Carrying an ID and contact information will provide emergency services with your personal information should you ever require medical assistance. If you don’t feel comfortable packing your ID, write down your personal information on a slip of paper that can be tucked into your bike bag.
Additionally, while a miniature first-aid kit, or crash pack, isn’t a common item amongst cyclists, it can still prove useful if you or a fellow rider needs immediate medical attention. If you’re pressed for space, consider bringing a few bandages or gauze that can treat road rash.
Though your helmet, jersey, and padded shorts will shield parts of your body from the sun, the same can’t be said for your face, lower legs, and arms. Apply a layer of sunscreen before your ride, and pack a travel-size sport sunblock in your bike pack to reapply when necessary.
Just as you’ll need fluids on your ride, you need snacks and fuel to prevent your body from crashing. Your muscles crave a constant supply of energy, and longer rides will quickly deplete your body’s glucose levels.
You can pack snacks in the pockets of your jersey or in your bike pack, but keep in mind that every inch of space counts when you’re on the road.
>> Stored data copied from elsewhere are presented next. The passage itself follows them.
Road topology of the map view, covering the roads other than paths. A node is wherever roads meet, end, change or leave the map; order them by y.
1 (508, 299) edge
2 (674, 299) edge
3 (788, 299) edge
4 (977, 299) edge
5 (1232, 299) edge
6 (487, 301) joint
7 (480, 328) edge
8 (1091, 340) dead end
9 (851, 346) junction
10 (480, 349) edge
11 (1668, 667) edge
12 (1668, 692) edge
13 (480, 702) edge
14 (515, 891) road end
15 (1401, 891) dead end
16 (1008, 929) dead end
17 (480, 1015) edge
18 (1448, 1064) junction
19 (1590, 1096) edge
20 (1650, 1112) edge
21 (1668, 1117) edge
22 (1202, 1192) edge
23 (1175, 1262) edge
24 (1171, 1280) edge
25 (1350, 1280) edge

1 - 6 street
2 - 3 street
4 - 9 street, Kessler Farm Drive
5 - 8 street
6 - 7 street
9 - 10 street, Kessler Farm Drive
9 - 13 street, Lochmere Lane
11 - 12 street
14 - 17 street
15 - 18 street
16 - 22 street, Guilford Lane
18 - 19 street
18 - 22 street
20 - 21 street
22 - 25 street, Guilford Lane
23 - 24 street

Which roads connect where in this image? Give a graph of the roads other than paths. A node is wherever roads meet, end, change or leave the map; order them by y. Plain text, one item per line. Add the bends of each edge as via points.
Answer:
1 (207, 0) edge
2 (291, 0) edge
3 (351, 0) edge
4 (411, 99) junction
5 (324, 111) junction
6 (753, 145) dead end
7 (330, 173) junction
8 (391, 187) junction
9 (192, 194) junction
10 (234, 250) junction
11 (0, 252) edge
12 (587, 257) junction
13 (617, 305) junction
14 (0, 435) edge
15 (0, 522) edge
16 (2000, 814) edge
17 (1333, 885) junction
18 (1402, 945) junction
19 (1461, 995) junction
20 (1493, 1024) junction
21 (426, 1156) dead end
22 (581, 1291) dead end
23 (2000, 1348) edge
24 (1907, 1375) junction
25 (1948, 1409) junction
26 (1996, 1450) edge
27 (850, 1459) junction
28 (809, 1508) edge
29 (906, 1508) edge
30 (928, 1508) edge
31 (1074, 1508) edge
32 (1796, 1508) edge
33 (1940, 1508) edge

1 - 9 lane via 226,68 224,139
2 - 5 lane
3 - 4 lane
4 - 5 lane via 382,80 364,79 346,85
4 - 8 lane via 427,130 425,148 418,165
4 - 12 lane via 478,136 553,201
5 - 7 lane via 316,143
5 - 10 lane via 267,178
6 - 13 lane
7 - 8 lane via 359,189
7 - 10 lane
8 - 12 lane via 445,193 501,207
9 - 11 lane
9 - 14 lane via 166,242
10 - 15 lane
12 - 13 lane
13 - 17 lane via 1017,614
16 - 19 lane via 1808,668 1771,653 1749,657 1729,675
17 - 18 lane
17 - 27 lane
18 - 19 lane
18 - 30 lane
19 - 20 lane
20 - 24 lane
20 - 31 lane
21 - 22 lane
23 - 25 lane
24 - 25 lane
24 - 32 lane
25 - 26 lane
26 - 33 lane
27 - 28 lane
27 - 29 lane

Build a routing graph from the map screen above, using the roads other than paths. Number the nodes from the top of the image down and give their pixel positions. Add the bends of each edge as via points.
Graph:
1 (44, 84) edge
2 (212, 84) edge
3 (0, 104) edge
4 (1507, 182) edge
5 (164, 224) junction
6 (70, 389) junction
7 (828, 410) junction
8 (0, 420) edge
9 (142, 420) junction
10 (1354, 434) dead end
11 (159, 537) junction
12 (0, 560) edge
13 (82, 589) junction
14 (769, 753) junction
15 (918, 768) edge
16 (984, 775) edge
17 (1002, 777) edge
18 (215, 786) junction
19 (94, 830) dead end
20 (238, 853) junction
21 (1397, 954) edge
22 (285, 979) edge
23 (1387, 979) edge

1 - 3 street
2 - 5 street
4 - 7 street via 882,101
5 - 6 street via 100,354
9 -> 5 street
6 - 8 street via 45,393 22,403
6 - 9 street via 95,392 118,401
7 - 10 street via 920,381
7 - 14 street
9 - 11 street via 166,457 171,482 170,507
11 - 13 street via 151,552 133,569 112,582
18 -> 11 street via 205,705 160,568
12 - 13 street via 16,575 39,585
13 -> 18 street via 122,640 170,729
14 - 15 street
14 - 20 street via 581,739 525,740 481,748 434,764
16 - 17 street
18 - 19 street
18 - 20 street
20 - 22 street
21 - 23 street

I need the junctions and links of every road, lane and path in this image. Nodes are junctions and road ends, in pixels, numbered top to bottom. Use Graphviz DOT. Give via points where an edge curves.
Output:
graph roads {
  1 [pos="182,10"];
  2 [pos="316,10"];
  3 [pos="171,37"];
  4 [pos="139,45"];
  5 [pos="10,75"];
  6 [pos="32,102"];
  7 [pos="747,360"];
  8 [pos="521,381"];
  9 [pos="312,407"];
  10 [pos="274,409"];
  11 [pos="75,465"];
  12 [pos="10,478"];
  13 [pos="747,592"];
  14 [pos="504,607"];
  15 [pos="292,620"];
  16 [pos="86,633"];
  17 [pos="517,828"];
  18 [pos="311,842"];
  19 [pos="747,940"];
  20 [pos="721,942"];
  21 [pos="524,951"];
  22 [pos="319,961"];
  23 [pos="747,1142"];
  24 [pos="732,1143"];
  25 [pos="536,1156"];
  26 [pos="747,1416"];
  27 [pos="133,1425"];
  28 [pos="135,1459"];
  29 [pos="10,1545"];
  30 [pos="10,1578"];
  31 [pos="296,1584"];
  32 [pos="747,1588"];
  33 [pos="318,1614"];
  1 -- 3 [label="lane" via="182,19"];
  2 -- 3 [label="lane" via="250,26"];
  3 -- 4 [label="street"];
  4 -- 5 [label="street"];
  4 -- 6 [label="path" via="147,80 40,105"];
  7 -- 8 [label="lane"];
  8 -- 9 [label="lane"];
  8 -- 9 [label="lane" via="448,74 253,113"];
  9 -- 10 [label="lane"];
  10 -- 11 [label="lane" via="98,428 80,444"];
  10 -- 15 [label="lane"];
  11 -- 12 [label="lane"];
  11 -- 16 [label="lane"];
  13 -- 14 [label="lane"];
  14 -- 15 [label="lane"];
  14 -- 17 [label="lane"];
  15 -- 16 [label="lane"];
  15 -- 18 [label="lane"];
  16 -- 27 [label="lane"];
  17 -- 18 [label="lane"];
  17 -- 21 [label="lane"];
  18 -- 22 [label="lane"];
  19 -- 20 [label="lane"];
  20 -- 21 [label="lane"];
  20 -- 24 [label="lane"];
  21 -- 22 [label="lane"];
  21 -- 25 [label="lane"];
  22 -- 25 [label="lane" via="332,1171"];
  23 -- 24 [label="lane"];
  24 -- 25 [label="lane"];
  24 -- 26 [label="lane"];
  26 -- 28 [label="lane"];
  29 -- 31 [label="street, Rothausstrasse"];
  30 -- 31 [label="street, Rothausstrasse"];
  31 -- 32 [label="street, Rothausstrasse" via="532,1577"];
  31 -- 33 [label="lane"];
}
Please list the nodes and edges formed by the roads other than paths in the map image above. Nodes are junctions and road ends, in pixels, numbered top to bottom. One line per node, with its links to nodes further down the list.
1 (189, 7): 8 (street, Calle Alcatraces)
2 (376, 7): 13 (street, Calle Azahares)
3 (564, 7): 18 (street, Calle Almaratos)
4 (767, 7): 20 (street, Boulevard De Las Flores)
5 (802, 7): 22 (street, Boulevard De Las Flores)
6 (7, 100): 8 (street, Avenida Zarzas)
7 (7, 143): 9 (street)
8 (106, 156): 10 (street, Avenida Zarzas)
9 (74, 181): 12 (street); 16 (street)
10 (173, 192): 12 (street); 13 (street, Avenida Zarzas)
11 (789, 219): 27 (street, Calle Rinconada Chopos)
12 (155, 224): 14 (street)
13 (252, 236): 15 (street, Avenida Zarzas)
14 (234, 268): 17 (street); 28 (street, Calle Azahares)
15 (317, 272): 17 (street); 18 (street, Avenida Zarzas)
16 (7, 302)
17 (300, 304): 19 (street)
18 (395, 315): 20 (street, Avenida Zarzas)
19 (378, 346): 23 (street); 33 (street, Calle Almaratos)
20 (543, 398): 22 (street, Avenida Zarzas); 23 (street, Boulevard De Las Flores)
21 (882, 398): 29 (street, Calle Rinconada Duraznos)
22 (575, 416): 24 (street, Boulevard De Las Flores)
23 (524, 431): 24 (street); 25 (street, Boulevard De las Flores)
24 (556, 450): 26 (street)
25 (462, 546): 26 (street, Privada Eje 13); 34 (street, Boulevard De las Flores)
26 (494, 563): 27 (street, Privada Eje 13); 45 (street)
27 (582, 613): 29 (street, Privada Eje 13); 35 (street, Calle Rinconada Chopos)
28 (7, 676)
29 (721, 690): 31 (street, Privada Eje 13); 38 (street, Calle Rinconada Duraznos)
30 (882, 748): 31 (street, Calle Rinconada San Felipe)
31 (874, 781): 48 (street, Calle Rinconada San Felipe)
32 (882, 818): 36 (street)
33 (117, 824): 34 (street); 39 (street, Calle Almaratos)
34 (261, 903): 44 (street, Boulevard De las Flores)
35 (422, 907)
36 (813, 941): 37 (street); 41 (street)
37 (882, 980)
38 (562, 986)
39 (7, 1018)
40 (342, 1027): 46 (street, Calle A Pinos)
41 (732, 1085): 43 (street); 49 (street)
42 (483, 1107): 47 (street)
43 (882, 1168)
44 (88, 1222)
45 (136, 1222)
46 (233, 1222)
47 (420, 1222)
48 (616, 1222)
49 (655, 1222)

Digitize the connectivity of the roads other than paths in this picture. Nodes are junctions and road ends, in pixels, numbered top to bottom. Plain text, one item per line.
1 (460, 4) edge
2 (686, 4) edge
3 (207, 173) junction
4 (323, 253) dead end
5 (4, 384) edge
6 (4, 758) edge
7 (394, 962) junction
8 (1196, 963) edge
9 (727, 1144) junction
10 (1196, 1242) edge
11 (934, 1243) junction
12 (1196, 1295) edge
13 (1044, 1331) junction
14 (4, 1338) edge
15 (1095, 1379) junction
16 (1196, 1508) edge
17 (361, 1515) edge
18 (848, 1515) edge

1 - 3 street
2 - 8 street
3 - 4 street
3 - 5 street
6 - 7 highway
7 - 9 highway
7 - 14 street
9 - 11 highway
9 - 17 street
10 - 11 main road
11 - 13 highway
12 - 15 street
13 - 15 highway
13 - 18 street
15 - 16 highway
Many cyclists prefer to pack energy bars, gels, gummies, or powders that mix into their fluids. These snacks will provide an immediate source of simple sugar for optimal fuel without taking up too much space on the bike.
Tips for Road Biking Beginners
When you’re putting on your gear and packing your bike bag, lay out all the essential items on the floor before securing them to your bike. This way, you can inspect your gear and make sure you have everything on your list.
Perform a pre-ride inspection of your bike before you depart to make sure everything is in working order. To do this, simply remember your ABCs: air, brakes, and chain.
Check the air in your tires by consulting the PSI recommendations on the wall of your tire. Squeeze your front and rear brake levers to make sure they properly engage. And inspect your chain for excess dirt and optimal lubrication.
Hitting the open road as a beginner can be intimidating. Take some time to find others in your community who can accompany you for the journey, and always remember to take things slow. After all, cycling is a sport that only asks you to keep on pedaling.
Before you know it, the miles will start to roll on by.